От беков он бежал и обосновался опять в Париже. И тут мы подступаем, собственно, к заглавию романа. К «бестселлеру» подготовляет нас автор потихоньку, как родственников к известию о смерти: вот на странице 393 (!) впервые он всплывает: «Какой к чертям бестселлер? Словечка автор в простоте не вставит!» — так скажет автору читатель-недруг. А на последней странице второй книги уже определенно (о своем романе): «Увы, не он бестселлер!». И только страниц за сто до конца бестселлер назван своим именем: «Протоколы сионских мудрецов». Он только что написан. Субстрат его, духовный и материальный, рассмотрен автором подробнейше. Кто первый подал мысль (г-н Рачковский, шеф русской агентуры в Париже), кто не поверил, но живо так откликнулся, что вскоре с каждого почти амвона Империи и зазвучало (бывший революционер, Лев Тихомиров), что автора взрастило: отец — соратник Достоевского по Петрашевскому кружку, фаланстер самолично организовавший на квартире в Петербурге; богема времен царствования тишайшего монарха — встречи у писателя Крестовского (см. сериал «Петербургские тайны», а также его роман «Жид идет», что лаврами увенчан при Гитлере). Сам автор, Матвей Головинский, тот, что ходил в Bibliotheque National в Париже и впервые дал прочесть свое творенье братьям по разуму из салона г-жи Блаватской; несчастный Нилус-дедушка, что первый «Протоколы» тиснул. Но вот какая незадача: никто не верил в подлинность. Ни дамы из салона, ни государь, ни (чуть позже) Гитлер. Что не мешало ни России, ни Германии печатать «Бестселлер» миллионными тиражами. И что ж! Сработало!
Наш Дон Кихот от мирового сионизма получает деньги на расследование, откуда взялся подделки автор. И автора находит. И дважды ездит в Берн на суд для речи изобличительной. И что ж? Остановились жернова? Локомотивы истории сбавили ходу? Умнейший Лопухин, бывший начальник департамента полиции, на бурцевский вопрос, подделка ль «Протоколы»: «Помилуйте, кто ж этого не знает?».

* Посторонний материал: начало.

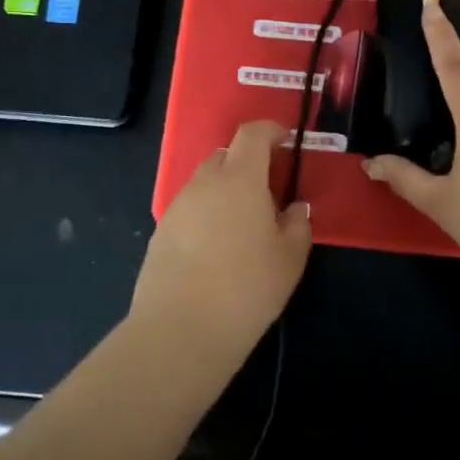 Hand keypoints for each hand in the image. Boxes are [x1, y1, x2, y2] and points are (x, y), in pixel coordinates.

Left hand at [133, 120, 311, 359]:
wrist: (181, 328)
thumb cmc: (247, 287)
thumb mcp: (290, 258)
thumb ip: (298, 224)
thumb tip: (295, 208)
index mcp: (240, 178)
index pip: (252, 134)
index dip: (270, 130)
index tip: (285, 140)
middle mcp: (205, 182)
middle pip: (226, 155)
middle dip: (248, 162)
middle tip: (268, 191)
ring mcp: (178, 206)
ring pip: (206, 183)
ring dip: (225, 190)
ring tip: (243, 225)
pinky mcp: (161, 231)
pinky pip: (190, 208)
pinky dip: (207, 214)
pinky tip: (216, 248) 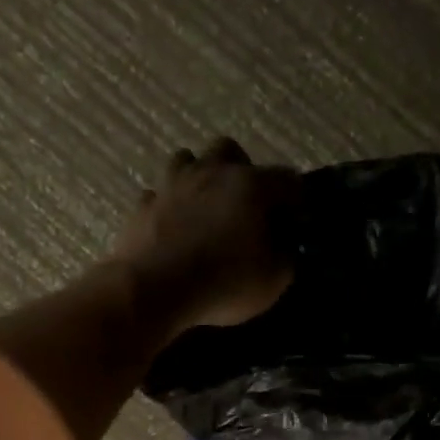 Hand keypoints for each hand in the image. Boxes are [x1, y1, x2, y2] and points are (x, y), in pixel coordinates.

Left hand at [113, 139, 299, 331]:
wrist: (157, 288)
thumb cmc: (225, 282)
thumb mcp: (273, 280)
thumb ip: (285, 256)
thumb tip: (283, 245)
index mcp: (251, 185)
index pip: (287, 179)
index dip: (296, 202)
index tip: (295, 224)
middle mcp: (211, 172)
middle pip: (229, 151)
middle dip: (241, 171)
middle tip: (244, 205)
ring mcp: (172, 185)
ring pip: (186, 161)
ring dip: (199, 178)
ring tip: (204, 208)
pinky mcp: (143, 206)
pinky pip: (158, 195)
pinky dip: (168, 206)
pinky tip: (172, 226)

Вот истинно девиз столетья! Ложь больше не боится ни изобличенья, ни опроверженья.
«Страшные слова ведут к страшным делам» — так просто выразился Автор. И вот В. Л. скачет козлоподобно, руками машет, хочет от мотива Шуберта, ученика Сальери, скрыться, жалко старика, ведь пропадет в гестапо. Он умер по-другому. Но об этом ниже.
Что ж? Пораженье? И зря все это было? Что «все»? То, чего так много в романе, что, как плащ невидимый, за нашим Дон Кихотом плещет, точней, над ним, как парус?

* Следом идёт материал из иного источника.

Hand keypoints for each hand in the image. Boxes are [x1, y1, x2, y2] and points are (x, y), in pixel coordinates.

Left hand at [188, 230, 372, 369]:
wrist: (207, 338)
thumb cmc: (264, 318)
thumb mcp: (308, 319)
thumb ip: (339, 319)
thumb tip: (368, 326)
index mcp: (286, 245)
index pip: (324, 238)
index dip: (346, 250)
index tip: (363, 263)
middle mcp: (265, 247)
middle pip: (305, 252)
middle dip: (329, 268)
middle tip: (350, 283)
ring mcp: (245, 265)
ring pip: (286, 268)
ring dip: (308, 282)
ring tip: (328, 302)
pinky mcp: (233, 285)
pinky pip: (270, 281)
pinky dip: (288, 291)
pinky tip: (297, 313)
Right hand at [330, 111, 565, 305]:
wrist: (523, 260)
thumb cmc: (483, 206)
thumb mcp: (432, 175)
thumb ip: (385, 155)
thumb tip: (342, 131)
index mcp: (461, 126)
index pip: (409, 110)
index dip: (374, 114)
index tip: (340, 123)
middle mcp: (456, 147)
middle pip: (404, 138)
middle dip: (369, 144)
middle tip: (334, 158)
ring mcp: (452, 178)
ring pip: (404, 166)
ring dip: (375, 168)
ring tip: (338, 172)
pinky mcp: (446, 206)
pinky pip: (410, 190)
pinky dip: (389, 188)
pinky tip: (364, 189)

Признаться, до сих пор мы говорили о романе как об ужастике. Тут вам и царь с хвостом, и динозавры, и мельницы (внутри которых мясорубки), и предарестный обморок души, и славный авиатор, свой самолет на зеков посадивший… А главное-то: шпики, шпики, шпики, повсюду тайный сыск, прослушки и проследки, подделки, подкупы, заложники, приметы, депеши, личные дела и разговоры вполголоса в отдельных кабинетах — вот атмосфера «Бестселлера». Такое ведь, наверно, и в голове у Бурцева, «черного человека», творилось. Он называл себя «всего лишь журналистом».
Немало уж историй из «Бестселлера» я пересказал, и что-то мнится мне в них общее. Опять из Достоевского? Не скверный анекдот ли? Не уличное ли происшествие — материал для криминальной хроники? «…наконец, сам автор, который стоит здесь же рядом, вмешивается в действие, комментируя происходящее, как человек, стоящий во время уличного происшествия в первом ряду толпы, комментирует для тех, кто, вытягивая шеи, с трудом различает логику происходящего, ибо не все детали может уловить» — так Яков Гордин обозначил место Автора в романе.
Откуда образ взят? Не тот же ль Бурцев, что кричит, кричит на улицах Парижа — и это лучший комментарий к шествию детей? Бурцева звали не только «черным человеком» — «черно-белым». Он видел все страсть как примитивно: так можно, так нельзя. Не понимал противоречий исторического процесса. Мораль в политике — Бог мой, старье какое! Теперь любой вам первоклассник скажет, что вещи это несовместные. Но Автор, Автор-то каков! Он архивист, не журналист, но все же имеет дело с черно-белым текстом истории. А Немзер пишет: «Давыдов, прекрасно знающий, что «все сложнее» и «нельзя видеть мир черно-белым», и сохранивший как жизнелюбие, так и способность «отличить сокола от цапли», добро от зла, правду от подлога». Позвольте, как же так: «способность отличить», увы, покоится на черно-белом взгляде, простой способности судить, что хорошо, что дурно. У Дон Кихота Бурцева-то был талант. Давыдов в этом отношении тоже не бездарен, но он рожден в другие времена и университеты проходил иные. Он понимал, что «все сложнее», но журавля от ворона он отличал по цвету. Он не делил своих героев на черных и на белых, судил одни поступки — а вот уж здесь оттенки неуместны. И следовать за мыслями и чувствами вождя иль шпика, иль рядового юдофоба-публициста — добросовестно старался, хотя порой скучал и жаловался: «Перемогаюсь этим текстом».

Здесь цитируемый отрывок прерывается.